We regroup in the leafless forest, early morning fog drifting among the bomb craters and shattered trees. Two hundred of us set out to combat what we believed to be only a company of Nazi HYDRA troops. Poor intelligence can be a deadly thing, and it is now clear that there was at least a battalion, and possibly an entire brigade, holding the town. Now only one hundred of us are left.
As the realization that we are trapped behind enemy lines, up against hopeless odds finally sinks in, I walk to the trunk of a fallen tree and sit heavily down. I find myself between my best friend Don, and Sergeant James Barnes. Technically I should greet him as a superior, but something tells me he isn't going to care about the botched formality now. We are all so tired, and wondering what to do next.
That question is decided for us as the drone of planes becomes intelligible, and they aren't ours. Bombs start falling and we run, not an organized charge, but a blind dash of self preservation. Sergeant Barnes grabs my arm and pulls me off my feet, down into one of the shell craters. I look around wildly. Don isn't with us. I stand and there he is, standing at the edge of the shell crater, staring open mouthed and momentarily paralyzed out at the violence around him.
But a moment can be enough to get you killed. I grab him and pull him down with us, none to gently. He gives a grunt of pain, and I realize he's wounded. A bullet has pierced his upper arm. There's no time to analyze the severity though, and we scuttle underneath a tree that has fallen across the crater, just in time. A bomb lands feet away, and I can hear the sound of shrapnel thudding into the wood above our heads.
"If we stay under here, only a direct hit can kill us," Barnes says.
I nod, not particularly reassured. With the sheer amount of ordnance raining down, it wouldn't take much for just that to happen.
Though it can't be more than a few minutes, the flying dirt and unbelievable concussion in the air and ground make it seem like hours before the bombs cease. We remain under our log, unwilling to believe that it's over. I'm beginning to understand the meaning if 'shell shocked'. An ominous silence takes over, then a low hum begins, growing in pitch and intensity. I barely have time to wonder what it is before the first tank rolls into view.

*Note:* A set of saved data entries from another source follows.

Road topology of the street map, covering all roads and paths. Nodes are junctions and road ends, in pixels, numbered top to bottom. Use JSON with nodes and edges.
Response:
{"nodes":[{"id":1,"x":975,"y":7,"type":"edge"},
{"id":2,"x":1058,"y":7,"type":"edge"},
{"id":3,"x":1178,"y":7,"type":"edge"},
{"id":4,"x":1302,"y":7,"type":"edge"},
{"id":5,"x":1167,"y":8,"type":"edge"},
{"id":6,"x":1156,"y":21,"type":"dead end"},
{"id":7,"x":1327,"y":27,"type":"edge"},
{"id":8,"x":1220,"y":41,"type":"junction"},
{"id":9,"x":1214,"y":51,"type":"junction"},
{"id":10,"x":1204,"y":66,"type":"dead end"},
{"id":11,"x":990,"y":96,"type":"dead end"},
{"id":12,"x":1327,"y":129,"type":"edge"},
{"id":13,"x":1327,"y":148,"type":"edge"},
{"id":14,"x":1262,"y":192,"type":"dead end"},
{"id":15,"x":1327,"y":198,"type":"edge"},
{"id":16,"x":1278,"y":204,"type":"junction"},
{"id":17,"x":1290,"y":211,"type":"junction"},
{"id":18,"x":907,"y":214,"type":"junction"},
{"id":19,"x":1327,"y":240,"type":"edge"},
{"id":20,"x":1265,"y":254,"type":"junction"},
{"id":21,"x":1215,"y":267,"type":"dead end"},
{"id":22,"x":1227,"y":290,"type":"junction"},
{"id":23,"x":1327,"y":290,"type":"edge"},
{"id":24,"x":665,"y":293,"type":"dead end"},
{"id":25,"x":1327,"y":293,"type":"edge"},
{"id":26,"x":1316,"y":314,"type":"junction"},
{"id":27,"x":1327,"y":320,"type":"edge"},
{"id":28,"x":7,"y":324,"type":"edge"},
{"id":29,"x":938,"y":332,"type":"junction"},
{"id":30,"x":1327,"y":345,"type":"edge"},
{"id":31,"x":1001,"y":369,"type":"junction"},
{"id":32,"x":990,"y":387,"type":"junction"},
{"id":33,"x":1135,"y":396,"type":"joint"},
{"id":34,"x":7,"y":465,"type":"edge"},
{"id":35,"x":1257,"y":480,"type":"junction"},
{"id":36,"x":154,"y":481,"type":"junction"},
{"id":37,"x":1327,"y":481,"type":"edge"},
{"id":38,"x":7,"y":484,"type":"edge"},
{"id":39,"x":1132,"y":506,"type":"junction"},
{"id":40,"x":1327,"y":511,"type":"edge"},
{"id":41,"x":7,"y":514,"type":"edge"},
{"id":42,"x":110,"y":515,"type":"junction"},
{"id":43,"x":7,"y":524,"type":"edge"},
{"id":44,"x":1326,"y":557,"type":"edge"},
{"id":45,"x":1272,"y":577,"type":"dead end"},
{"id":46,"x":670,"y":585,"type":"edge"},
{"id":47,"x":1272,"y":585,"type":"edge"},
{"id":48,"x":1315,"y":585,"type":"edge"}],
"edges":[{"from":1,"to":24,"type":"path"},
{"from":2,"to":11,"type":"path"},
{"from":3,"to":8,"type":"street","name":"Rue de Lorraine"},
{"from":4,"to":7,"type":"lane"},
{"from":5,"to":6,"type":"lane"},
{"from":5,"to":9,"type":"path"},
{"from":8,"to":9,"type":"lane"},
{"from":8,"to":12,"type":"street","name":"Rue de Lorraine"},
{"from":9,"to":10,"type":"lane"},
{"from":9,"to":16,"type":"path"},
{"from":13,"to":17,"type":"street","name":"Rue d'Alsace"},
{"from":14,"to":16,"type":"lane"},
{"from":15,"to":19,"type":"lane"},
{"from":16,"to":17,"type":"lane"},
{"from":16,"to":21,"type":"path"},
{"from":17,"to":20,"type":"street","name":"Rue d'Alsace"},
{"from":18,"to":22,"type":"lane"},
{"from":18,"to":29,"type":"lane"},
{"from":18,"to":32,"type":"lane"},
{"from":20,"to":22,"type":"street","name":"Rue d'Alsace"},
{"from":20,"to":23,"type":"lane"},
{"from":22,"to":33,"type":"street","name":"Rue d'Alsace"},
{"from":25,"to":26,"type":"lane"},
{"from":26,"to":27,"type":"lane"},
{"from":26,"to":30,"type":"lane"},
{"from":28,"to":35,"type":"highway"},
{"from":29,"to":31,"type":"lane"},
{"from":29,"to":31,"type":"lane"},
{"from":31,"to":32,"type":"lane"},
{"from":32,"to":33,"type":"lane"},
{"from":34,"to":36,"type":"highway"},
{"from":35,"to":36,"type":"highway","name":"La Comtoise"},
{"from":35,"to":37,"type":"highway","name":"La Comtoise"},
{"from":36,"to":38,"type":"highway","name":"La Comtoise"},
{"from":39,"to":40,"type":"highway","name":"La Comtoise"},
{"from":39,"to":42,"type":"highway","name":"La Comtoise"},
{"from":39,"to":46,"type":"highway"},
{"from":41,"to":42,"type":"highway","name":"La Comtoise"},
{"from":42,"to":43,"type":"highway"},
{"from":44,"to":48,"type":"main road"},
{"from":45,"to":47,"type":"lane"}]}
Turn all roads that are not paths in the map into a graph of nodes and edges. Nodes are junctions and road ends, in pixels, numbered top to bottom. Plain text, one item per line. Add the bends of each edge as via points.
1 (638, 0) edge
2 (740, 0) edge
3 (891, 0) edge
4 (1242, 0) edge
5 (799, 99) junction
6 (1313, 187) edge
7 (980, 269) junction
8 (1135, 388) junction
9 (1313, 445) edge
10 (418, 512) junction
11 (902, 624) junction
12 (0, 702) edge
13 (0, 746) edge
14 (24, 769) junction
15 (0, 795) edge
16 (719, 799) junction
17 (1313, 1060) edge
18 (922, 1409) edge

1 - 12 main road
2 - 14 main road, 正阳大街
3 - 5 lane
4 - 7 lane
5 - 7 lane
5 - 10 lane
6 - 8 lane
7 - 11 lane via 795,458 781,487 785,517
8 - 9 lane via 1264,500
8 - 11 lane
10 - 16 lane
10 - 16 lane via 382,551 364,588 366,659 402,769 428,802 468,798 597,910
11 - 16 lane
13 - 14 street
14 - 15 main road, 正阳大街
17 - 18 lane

The hum grows behind me and I whirl to face two more tanks rolling up behind us. In a matter of seconds, whoever is left is surrounded. A few try to run: it doesn't do much good. The tanks are armed like none I have seen before. They shoot blue beams of light that vaporize what they touch on contact.
I duck back down. "Crawl out into the crater and play dead," I say. We do it, and hopefully we're beat up enough to look dead if we just stay still. My cheek is a big enough mess I could pass for shot in the head. Don lies across my legs, making us into a realistic-looking jumble of death. The guard's feet fill my vision as he stops above me.